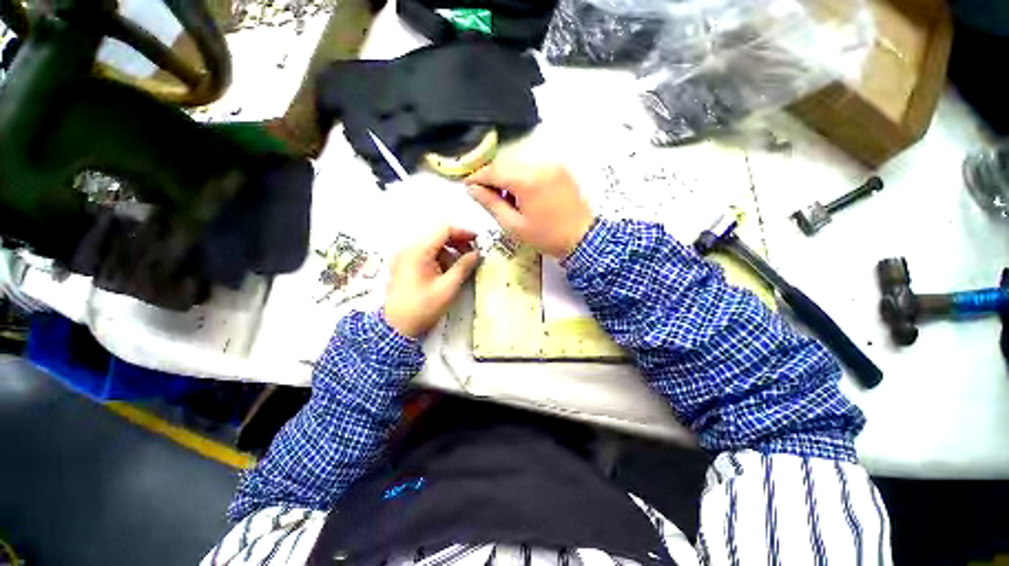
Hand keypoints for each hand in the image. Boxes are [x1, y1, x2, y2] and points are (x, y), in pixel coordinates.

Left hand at [384, 226, 480, 337]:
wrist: (396, 327)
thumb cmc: (423, 307)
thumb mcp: (447, 288)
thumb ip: (463, 267)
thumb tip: (477, 254)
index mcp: (418, 251)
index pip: (444, 230)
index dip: (463, 233)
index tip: (477, 241)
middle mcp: (408, 248)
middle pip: (437, 235)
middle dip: (457, 243)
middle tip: (472, 254)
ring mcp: (404, 256)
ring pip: (432, 244)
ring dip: (449, 252)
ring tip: (460, 267)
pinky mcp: (403, 264)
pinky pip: (424, 254)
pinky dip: (438, 258)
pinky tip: (446, 271)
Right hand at [465, 163, 594, 258]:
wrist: (583, 238)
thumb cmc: (546, 236)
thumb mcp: (514, 225)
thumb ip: (491, 204)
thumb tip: (473, 189)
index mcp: (527, 180)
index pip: (494, 171)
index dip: (477, 177)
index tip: (467, 185)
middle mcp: (540, 165)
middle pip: (506, 165)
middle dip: (493, 178)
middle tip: (487, 196)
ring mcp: (552, 165)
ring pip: (519, 165)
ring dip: (508, 178)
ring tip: (507, 200)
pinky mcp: (560, 169)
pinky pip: (534, 168)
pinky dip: (523, 178)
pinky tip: (523, 195)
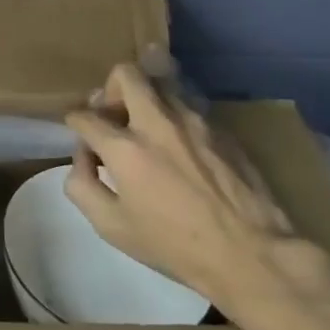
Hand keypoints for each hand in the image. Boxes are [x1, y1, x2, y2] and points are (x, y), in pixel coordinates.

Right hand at [63, 60, 299, 315]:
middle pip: (126, 74)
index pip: (85, 115)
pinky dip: (174, 116)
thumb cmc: (175, 246)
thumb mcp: (112, 227)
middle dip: (110, 89)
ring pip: (161, 82)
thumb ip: (82, 186)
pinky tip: (180, 147)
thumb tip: (83, 158)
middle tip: (115, 117)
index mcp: (125, 148)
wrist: (253, 255)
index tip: (85, 141)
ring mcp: (194, 121)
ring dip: (146, 99)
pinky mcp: (222, 129)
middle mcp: (157, 122)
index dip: (76, 124)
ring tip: (148, 128)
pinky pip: (189, 105)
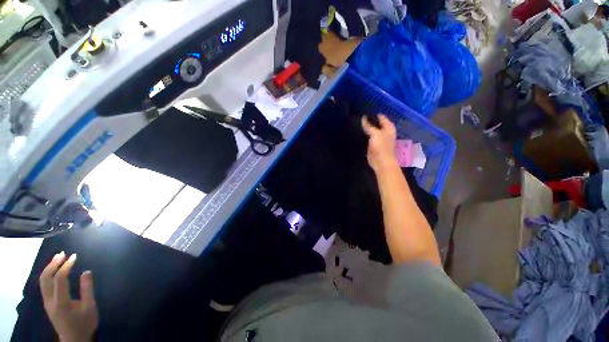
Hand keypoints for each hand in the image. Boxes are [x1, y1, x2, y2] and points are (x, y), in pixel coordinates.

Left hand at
■ ■ ■ ■
- **PROMPT**
Write the records above out again exactly, with no pictures in your copy.

- **ANSWER FOR THIS EXERCISE**
Hand keypoints for each hand in the image. Boxes are [x1, y1, x2, y2] and points are (x, y), in pixel coordinates.

Left hand at [384, 226, 480, 337]:
wrist: (396, 327)
thumb cmc: (423, 307)
thumb mcp: (447, 288)
thumb ip: (463, 267)
thumb tip: (477, 254)
index mcp: (418, 251)
index pip: (444, 230)
index dip: (463, 233)
index tip: (477, 241)
middle mcp: (408, 248)
middle pip: (437, 235)
middle dip: (457, 243)
middle tip: (472, 254)
ring mcp: (404, 256)
ring pip: (432, 244)
ring dip: (449, 252)
ring tip: (460, 267)
pinky mcp: (403, 264)
pinky pip: (424, 254)
pinky dip: (438, 258)
pinky tip: (446, 271)
Right hand at [465, 163, 594, 258]:
wrist: (583, 238)
thumb cmc: (546, 236)
thumb mcp: (514, 225)
thumb ip: (491, 204)
thumb tip: (473, 189)
index mcp: (527, 180)
index pip: (494, 171)
index dip: (477, 177)
index tip: (467, 185)
middle mcp: (540, 165)
middle pip: (506, 165)
middle dip: (493, 178)
middle tip: (487, 196)
ring mcp: (552, 165)
ring pip: (519, 165)
ring dip: (508, 178)
ring tip: (507, 200)
pinky mcp: (560, 169)
pinky pip: (534, 168)
pinky dip: (523, 178)
pinky tip: (523, 195)
Hand keypoints for each hand in the image. Boxes are [x1, y1, x2, y2] and points are (x, y), in pixel coordinates.

Right hand at [63, 60, 299, 315]:
middle pip: (126, 74)
index pip: (85, 115)
pinky dip: (174, 116)
thumb cmc: (175, 246)
thumb mcp: (112, 227)
middle dip: (110, 89)
ring pip: (161, 82)
thumb ip: (82, 186)
pinky tip: (180, 147)
thumb tip: (83, 158)
middle tip: (115, 117)
index mcp: (125, 148)
wrist: (253, 255)
index tip: (85, 141)
ring mcp: (194, 121)
ring dip: (146, 99)
pinky mcp: (222, 129)
middle mcp: (157, 122)
index dip: (76, 124)
ring tip: (148, 128)
pinky pip: (189, 105)
Hand keypoints for each hand in the image. Boxes are [x1, y1, x2, y2] and points are (x, y), in pixel coordinates.

Left hand at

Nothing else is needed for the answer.